Entre 1976 et 1979, la prison-forteresse de Coronda, devenue un camp de destruction physique et psychologique, a eu la particularité d’être dirigée par la Gendarmerie nationale dépendante de l’armée. Son objectif? Broyer les prisonniers politiques. De sorte qu’à leur libération, les détenus torturés soient si anéantis qu’ils ne puissent revenir au militantisme politique, syndical, social ou associatif. La version originale en espagnol de l’opus a constitué un élément à charge dans le procès pour crimes contre l’humanité en 2017 et 2018, dont ont fait l’objet deux commandants de gendarmerie, anciens directeurs de la prison de Coronda en 2017-2018. Le 11 mai 2018, Adolfo Kushidonshi a été condamné à vingtdeux ans de prison et son acolyte, Juan Ángel Domínguez, à dix-sept. C’est un verdict historique pour la justice et la mémoire – le procureur Martín Suarez Faisal a qualifié le lieu de «camp de concentration» pour opposants à la dictature où «la torture était absolue».

Quel est le sens d’une publication collective alors que nombre de livres sont souvent des productions personnelles.

Cela fait une différence! Et pas seulement au niveau du contenu original. La version française de Ni fous, ni morts résulte du patient travail d’un collectif. Par leurs dons, quelque 70 personnes solidaires de la cause de justice et de mémoire des ex-victimes du régime militaire ont ainsi rendu possible sa publication. Une douzaine de militants associatifs ont participé à la conception, la gestion du projet et à la traduction de l’original. Je suis particulièrement reconnaissant aux Editions de l’Aire, qui n’ont pas hésité à le publier. De plus, plusieurs amis solidaires, suisses et latino-américains, avaient préparé des activités publiques pour son lancement. A cause de la pandémie, celles-ci sont repoussés à septembre prochain. Autrefois, à Coronda, la résistance était collective, unitaire. Aujourd’hui, comme par magie, cet ouvrage est le fruit d’une initiative autogérée, collective, solidaire.

Pourquoi faut-il le dévorer sans délai?

Peut-être déjà pour se rendre compte que même dans une situation de tension extrême, on peut rire. Mais aussi pour comprendre comme l’appartenance à un collectif et le lien – si ténu soit-il – qu’elle suscite, permet de résister, être inventif et se soutenir dans les moments les plus durs. Cela prend possiblement encore un sens particulier maintenant qu’en Suisse, nous sommes confinés sans savoir très bien quand cela va s’arrêter.

«Si vous sortez d’ici, ce sera fous ou morts»
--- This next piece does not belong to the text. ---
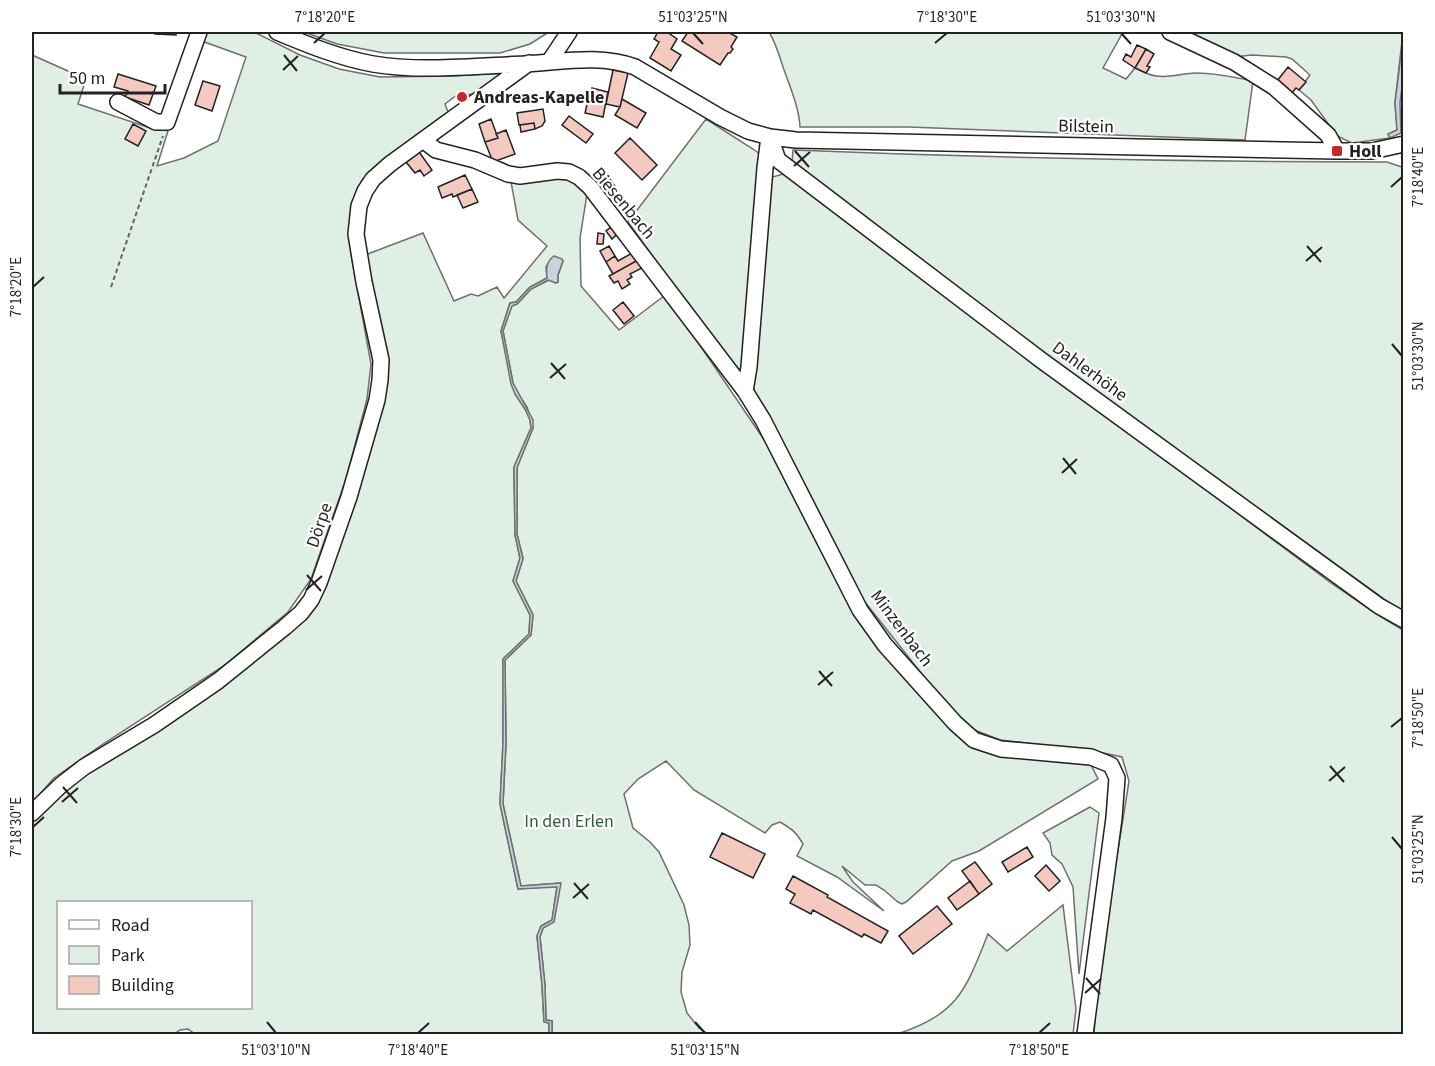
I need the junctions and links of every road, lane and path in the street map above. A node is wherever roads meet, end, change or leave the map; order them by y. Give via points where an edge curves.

Par ces mots adressés en 1978 aux détenus, Adolfo Kushidonshi, commandant de gendarmerie et directeur de la prison de Coronda, résumait la volonté d’anéantissement appliquée aux prisonniers politiques pendant la dictature argentine (1976-1983). Malgré le régime brutal de cette prison de haute sécurité, 44 ans après, ils continuent à militer pour la justice, la mémoire et un autre monde possible.

Ni fous, ni morts, Ed. de l’Aire, Vevey.